Luchi, la más sensible y soñadora de mi grupo de amigas, se enamoró de su vecino Gonzalo cuando tenía cinco años. Todos los días salía a la vereda a jugar y a comer fideos crudos, una actividad culposa que hacía todos los días, a las cinco de la tarde, mientras lo miraba jugar enamoradísima. Un día, después de mucho tiempo, él se acercó y le pregunto qué estaba haciendo. Ella le contó, avergonzadísima, y como él le propuso comer fideos juntos, ella se sentó al lado de él sin decirle que había un hormiguero. Enamorada y tonta se quedó sentada, comiendo fideos, mientras las hormigas le devoraban las piernas. Terminó en el hospital y él nunca volvió a comer fideos con ella.
Mi amiga Jésica, sensible pero impulsiva, verborrágica, pasional, es de las que que confiesan que ama inmediatamente. No sólo al chico en cuestión, sino también a los maestros del colegio, a la madre, a los amigos. Y si no pudo hacerlo en su momento, lo busca en Facebook diez años después para contárselo. Lo hizo varias veces, a pesar de nuestras objeciones. Es más: nunca no le dijo a alguien que estaba enamorada. No le importa si la aman o no, le duele en el pecho no poder sacárselo de adentro.

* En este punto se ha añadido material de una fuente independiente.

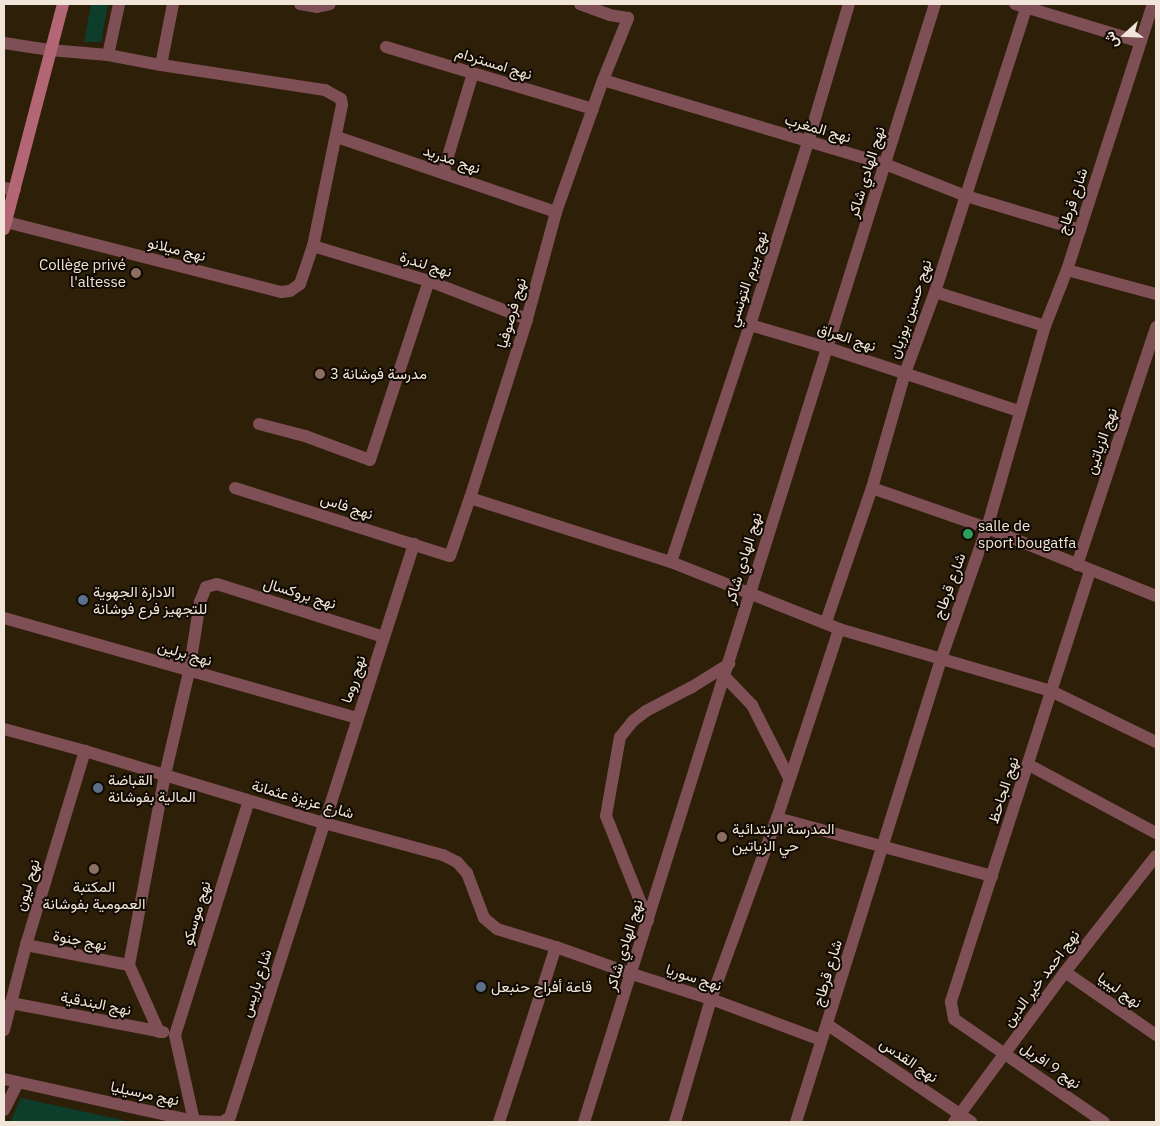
<!DOCTYPE html>
<meta charset="utf-8">
<style>
body{margin:0}
#map{position:relative;width:1160px;height:1126px;overflow:hidden;background:#2e1f09;font-family:"IBM Plex Sans",Vazirmatn,sans-serif}
div>[style]{position:absolute}
.green>*{inset:0;background:#0d3d2b}
.minor>*{height:12px;margin:-6px;padding:0 6px;transform-origin:6px;border-radius:6px;background:#7f4f56}
.secondary>*{height:12px;margin:-6px;padding:0 6px;transform-origin:6px;border-radius:6px;background:#b36673}
.dots>*{width:14px;height:14px;translate:-50% -50%;box-sizing:border-box;border:2px solid #110a03;border-radius:50%}
span{translate:-50% -50%;white-space:nowrap;text-align:center;line-height:1.15;-webkit-text-stroke:4px #110a03;paint-order:stroke}
.street-label{font-size:15px;color:#f0e5d8}
.poi-label{font-size:15px;color:#f0e5d8}
.right{translate:-100% -50%;text-align:right}
.left{translate:0 -50%;text-align:left}
.frame{position:absolute;inset:0;border:5px solid #f0e5d8;pointer-events:none}
.north{position:absolute;left:1100px;top:10px;width:50px;height:50px;-webkit-text-stroke:4px #110a03;paint-order:stroke;rotate:250deg;font-size:14px;font-weight:700;line-height:20px;text-align:center;color:#f0e5d8}
.north::after{content:'';display:block;margin:auto;width:18px;height:22px;background:#f0e5d8;clip-path:polygon(50% 0,100% 100%,50% 72%,0 100%)}
</style>
<div id="map">
<div class="green">
<i style="clip-path:polygon(91px 4px,108px 4px,101px 42px,84px 42px)"></i>
<i style="clip-path:polygon(21px 1098px,132px 1122px,10px 1122px)"></i>
</div>
<div class="minor">
<i style="left:300px;top:4px;width:17px;rotate:10deg"></i>
<i style="left:317px;top:7px;width:13px;rotate:-13deg"></i>
<i style="left:1015px;top:4px;width:131px;rotate:16.9deg"></i>
<i style="left:4px;top:43px;width:47px;rotate:8.7deg"></i>
<i style="left:50px;top:50px;width:58px;rotate:4.9deg"></i>
<i style="left:108px;top:55px;width:54px;rotate:10.7deg"></i>
<i style="left:161px;top:65px;width:166px;rotate:8.7deg"></i>
<i style="left:325px;top:90px;width:18px;rotate:29deg"></i>
<i style="left:341px;top:99px;width:6px;rotate:81deg"></i>
<i style="left:342px;top:105px;width:144px;rotate:101.6deg"></i>
<i style="left:313px;top:246px;width:40px;rotate:108.9deg"></i>
<i style="left:300px;top:284px;width:12px;rotate:145deg"></i>
<i style="left:290px;top:291px;width:9px;rotate:174deg"></i>
<i style="left:281px;top:292px;width:284px;rotate:-165.7deg"></i>
<i style="left:386px;top:47px;width:216px;rotate:16.7deg"></i>
<i style="left:108px;top:55px;width:52px;rotate:-77.8deg"></i>
<i style="left:161px;top:65px;width:62px;rotate:-78.9deg"></i>
<i style="left:603px;top:80px;width:294px;rotate:16.6deg"></i>
<i style="left:885px;top:164px;width:87px;rotate:21.6deg"></i>
<i style="left:966px;top:196px;width:119px;rotate:16.6deg"></i>
<i style="left:337px;top:137px;width:231px;rotate:18.9deg"></i>
<i style="left:443px;top:173px;width:104px;rotate:-73.3deg"></i>
<i style="left:4px;top:188px;width:11px;rotate:10deg"></i>
<i style="left:313px;top:246px;width:121px;rotate:16.8deg"></i>
<i style="left:429px;top:281px;width:105px;rotate:21.2deg"></i>
<i style="left:1067px;top:270px;width:92px;rotate:15.1deg"></i>
<i style="left:935px;top:292px;width:115px;rotate:17.2deg"></i>
<i style="left:750px;top:325px;width:81px;rotate:16.4deg"></i>
<i style="left:828px;top:348px;width:201px;rotate:18.3deg"></i>
<i style="left:259px;top:424px;width:48px;rotate:14.6deg"></i>
<i style="left:305px;top:436px;width:69px;rotate:20.3deg"></i>
<i style="left:370px;top:460px;width:188px;rotate:-71.8deg"></i>
<i style="left:235px;top:488px;width:225px;rotate:17.6deg"></i>
<i style="left:450px;top:556px;width:61px;rotate:-71deg"></i>
<i style="left:470px;top:498px;width:188px;rotate:-72.3deg"></i>
<i style="left:527px;top:319px;width:111px;rotate:-74.8deg"></i>
<i style="left:556px;top:212px;width:140px;rotate:-70.4deg"></i>
<i style="left:603px;top:80px;width:67px;rotate:-68deg"></i>
<i style="left:628px;top:18px;width:18px;rotate:-171deg"></i>
<i style="left:610px;top:15px;width:32px;rotate:-160deg"></i>
<i style="left:872px;top:488px;width:122px;rotate:19.2deg"></i>
<i style="left:987px;top:528px;width:182px;rotate:21.9deg"></i>
<i style="left:470px;top:498px;width:211px;rotate:17.7deg"></i>
<i style="left:671px;top:562px;width:181px;rotate:21.7deg"></i>
<i style="left:839px;top:629px;width:221px;rotate:16.3deg"></i>
<i style="left:1051px;top:691px;width:117px;rotate:25.9deg"></i>
<i style="left:671px;top:562px;width:250px;rotate:-71.6deg"></i>
<i style="left:750px;top:325px;width:192px;rotate:-72.4deg"></i>
<i style="left:808px;top:142px;width:144px;rotate:-73.5deg"></i>
<i style="left:1077px;top:565px;width:251px;rotate:-71.6deg"></i>
<i style="left:1090px;top:571px;width:453px;rotate:107.9deg"></i>
<i style="left:951px;top:1002px;width:17px;rotate:80deg"></i>
<i style="left:954px;top:1019px;width:182px;rotate:34.5deg"></i>
<i style="left:4px;top:618px;width:367px;rotate:15.8deg"></i>
<i style="left:826px;top:622px;width:142px;rotate:-71.1deg"></i>
<i style="left:872px;top:488px;width:120px;rotate:-74deg"></i>
<i style="left:905px;top:373px;width:86px;rotate:-69.7deg"></i>
<i style="left:935px;top:292px;width:298px;rotate:-72.2deg"></i>
<i style="left:725px;top:677px;width:39px;rotate:46deg"></i>
<i style="left:752px;top:705px;width:82px;rotate:63.1deg"></i>
<i style="left:4px;top:729px;width:84px;rotate:15.2deg"></i>
<i style="left:85px;top:751px;width:250px;rotate:16.8deg"></i>
<i style="left:324px;top:823px;width:123px;rotate:15.1deg"></i>
<i style="left:443px;top:855px;width:16px;rotate:27deg"></i>
<i style="left:457px;top:862px;width:15px;rotate:48deg"></i>
<i style="left:467px;top:873px;width:48px;rotate:69.3deg"></i>
<i style="left:484px;top:918px;width:17px;rotate:40deg"></i>
<i style="left:497px;top:929px;width:62px;rotate:17deg"></i>
<i style="left:556px;top:947px;width:81px;rotate:19.6deg"></i>
<i style="left:632px;top:974px;width:83px;rotate:17.6deg"></i>
<i style="left:711px;top:999px;width:117px;rotate:20.4deg"></i>
<i style="left:1029px;top:765px;width:144px;rotate:28.2deg"></i>
<i style="left:777px;top:818px;width:223px;rotate:15.1deg"></i>
<i style="left:648px;top:921px;width:113px;rotate:-111.8deg"></i>
<i style="left:606px;top:816px;width:80px;rotate:-80deg"></i>
<i style="left:620px;top:737px;width:21px;rotate:-51deg"></i>
<i style="left:633px;top:721px;width:16px;rotate:-38deg"></i>
<i style="left:646px;top:711px;width:52px;rotate:-27.6deg"></i>
<i style="left:692px;top:687px;width:44px;rotate:-31.9deg"></i>
<i style="left:26px;top:945px;width:105px;rotate:11deg"></i>
<i style="left:1065px;top:972px;width:111px;rotate:34.7deg"></i>
<i style="left:11px;top:1003px;width:155px;rotate:10.8deg"></i>
<i style="left:828px;top:1025px;width:173px;rotate:34.1deg"></i>
<i style="left:4px;top:1030px;width:88px;rotate:-75.5deg"></i>
<i style="left:26px;top:945px;width:203px;rotate:-73.1deg"></i>
<i style="left:159px;top:1032px;width:73px;rotate:-114.1deg"></i>
<i style="left:129px;top:965px;width:193px;rotate:-79.3deg"></i>
<i style="left:165px;top:775px;width:106px;rotate:-76.9deg"></i>
<i style="left:189px;top:672px;width:71px;rotate:-81.1deg"></i>
<i style="left:200px;top:602px;width:16px;rotate:-68deg"></i>
<i style="left:206px;top:587px;width:11px;rotate:-15deg"></i>
<i style="left:217px;top:584px;width:175px;rotate:17.6deg"></i>
<i style="left:175px;top:1035px;width:245px;rotate:-72.5deg"></i>
<i style="left:4px;top:1079px;width:195px;rotate:12.5deg"></i>
<i style="left:194px;top:1121px;width:88px;rotate:-102.5deg"></i>
<i style="left:4px;top:1110px;width:31px;rotate:-63deg"></i>
<i style="left:194px;top:1121px;width:28px;rotate:2deg"></i>
<i style="left:222px;top:1122px;width:9px;rotate:-32deg"></i>
<i style="left:230px;top:1117px;width:602px;rotate:-72.2deg"></i>
<i style="left:499px;top:1122px;width:184px;rotate:-72deg"></i>
<i style="left:584px;top:1122px;width:1172px;rotate:-72.57deg"></i>
<i style="left:675px;top:1122px;width:128px;rotate:-73.7deg"></i>
<i style="left:711px;top:999px;width:193px;rotate:-70deg"></i>
<i style="left:777px;top:818px;width:199px;rotate:-71.8deg"></i>
<i style="left:796px;top:1122px;width:485px;rotate:-72.6deg"></i>
<i style="left:941px;top:659px;width:139px;rotate:-70.7deg"></i>
<i style="left:987px;top:528px;width:210px;rotate:-74deg"></i>
<i style="left:1045px;top:326px;width:60px;rotate:-68.6deg"></i>
<i style="left:1067px;top:270px;width:280px;rotate:-72.1deg"></i>
<i style="left:954px;top:1122px;width:187px;rotate:-53.5deg"></i>
<i style="left:1065px;top:972px;width:147px;rotate:-51.9deg"></i>
</div>
<div class="secondary">
<i style="left:4px;top:229px;width:233px;rotate:-75.3deg"></i>
</div>
<div class="dots">
<i style="left:136px;top:273px;background:#8d6e63"></i>
<i style="left:320px;top:374px;background:#8d6e63"></i>
<i style="left:968px;top:534px;background:#2e9e5b"></i>
<i style="left:83px;top:600px;background:#5c6f8a"></i>
<i style="left:98px;top:788px;background:#5c6f8a"></i>
<i style="left:722px;top:837px;background:#8d6e63"></i>
<i style="left:94px;top:869px;background:#8d6e63"></i>
<i style="left:481px;top:987px;background:#5c6f8a"></i>
</div>
<div class="street-label">
<span style="left:494px;top:63px;rotate:17deg">نهج امستردام</span>
<span style="left:818px;top:128px;rotate:16deg">نهج المغرب</span>
<span style="left:452px;top:159px;rotate:19deg">نهج مدريد</span>
<span style="left:866px;top:172px;rotate:-73deg">نهج الهادي شاكر</span>
<span style="left:1072px;top:201px;rotate:-72deg">شارع قرطاج</span>
<span style="left:177px;top:249px;rotate:14deg">نهج ميلانو</span>
<span style="left:426px;top:264px;rotate:18deg">نهج لندرة</span>
<span style="left:747px;top:279px;rotate:-72deg">نهج بيرم التونسي</span>
<span style="left:910px;top:309px;rotate:-71deg">نهج حسين بوزيان</span>
<span style="left:511px;top:313px;rotate:-74deg">نهج فرصوفيا</span>
<span style="left:847px;top:337px;rotate:18deg">نهج العراق</span>
<span style="left:1101px;top:441px;rotate:-71deg">نهج الزياتين</span>
<span style="left:347px;top:506px;rotate:18deg">نهج فاس</span>
<span style="left:743px;top:558px;rotate:-73deg">نهج الهادي شاكر</span>
<span style="left:949px;top:586px;rotate:-70deg">شارع قرطاج</span>
<span style="left:300px;top:593px;rotate:17deg">نهج بروكسال</span>
<span style="left:185px;top:653px;rotate:16deg">نهج برلين</span>
<span style="left:353px;top:679px;rotate:-72deg">نهج روما</span>
<span style="left:1003px;top:790px;rotate:-72deg">نهج الجاحظ</span>
<span style="left:303px;top:799px;rotate:16deg">شارع عزيزة عثمانة</span>
<span style="left:27px;top:885px;rotate:-73deg">نهح ليون</span>
<span style="left:196px;top:913px;rotate:-73deg">نهج موسكو</span>
<span style="left:80px;top:940px;rotate:11deg">نهج جنوة</span>
<span style="left:624px;top:945px;rotate:-73deg">نهج الهادي شاكر</span>
<span style="left:827px;top:973px;rotate:-73deg">شارع قرطاج</span>
<span style="left:694px;top:977px;rotate:18deg">نهج سوريا</span>
<span style="left:1041px;top:978px;rotate:-53deg">نهج احمد خير الدين</span>
<span style="left:256px;top:983px;rotate:-72deg">شارع باريس</span>
<span style="left:1120px;top:990px;rotate:35deg">نهج ليبيا</span>
<span style="left:96px;top:1003px;rotate:11deg">نهج البندقية</span>
<span style="left:909px;top:1060px;rotate:34deg">نهج القدس</span>
<span style="left:1051px;top:1065px;rotate:35deg">نهج 9 افريل</span>
<span style="left:145px;top:1093px;rotate:12deg">نهج مرسيليا</span>
</div>
<div class="poi-label">
<span class="right" style="left:126px;top:273px">Collège privé<br>l'altesse</span>
<span class="left" style="left:330px;top:374px">مدرسة فوشانة 3</span>
<span class="left" style="left:978px;top:534px">salle de<br>sport bougatfa</span>
<span class="left" style="left:93px;top:600px">الادارة الجهوية<br>للتجهيز فرع فوشانة</span>
<span class="left" style="left:108px;top:788px">القباضة<br>المالية بفوشانة</span>
<span class="left" style="left:732px;top:837px">المدرسة الابتدائية<br>حي الزياتين</span>
<span style="left:94px;top:895px">المكتبة<br>العمومية بفوشانة</span>
<span class="left" style="left:491px;top:987px">قاعة أفراح حنبعل</span>
</div>
<div class="frame"></div>
<div class="north">ش</div>
</div>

Lucía es la más cerebral y silenciosa de todas. Una estratega. La primera vez que se enamoró fue de un compañero de jardín y le pidió a su madre llevar un juguete que sabía que a él le encantaba y se puso a jugar cerca suyo para llamar su atención.
Todas ellas, en cada relación que les conozco, han actuado de la misma manera. Pasaron veintinco o treinta años y, con variaciones, todas se comportan un poco como en esa escena inicial. A veces nos anticipamos unas a las otras. No hace falta decirlo, ya sabemos cómo vamos a reaccionar. La última vez que me enamoré, por ejemplo, viví un romance tan caótico y desastroso que empecé a sentir que no era yo misma, que me estaba perdiendo. Rigurosa y tajante como siempre, de un día para el otro decidí cortar. Tuvimos un par de semanas de discusiones como todas las parejas que se separan hasta que sentí que era suficiente. Ya estaba lista. Ese día le avisé que nunca más iba a saber de mí, que no importaba si me mandaba e-mails de amor, si venía a tirarme la puerta abajo, si hablaba con mis amigos, si me llamaba ochenta veces, nunca más le iba a hablar. La mayoría de mis conocidos no confió en mi rigurosidad. Pensaron que iba a volver, que le iba a responder, que al menos que nos íbamos a cruzar. Supongo que sólo mis amigas, que conocen la anécdota del cuaderno y la cacerola, y son como esos espectadores que vieron la primera escena, sabían que nunca iba a pasar.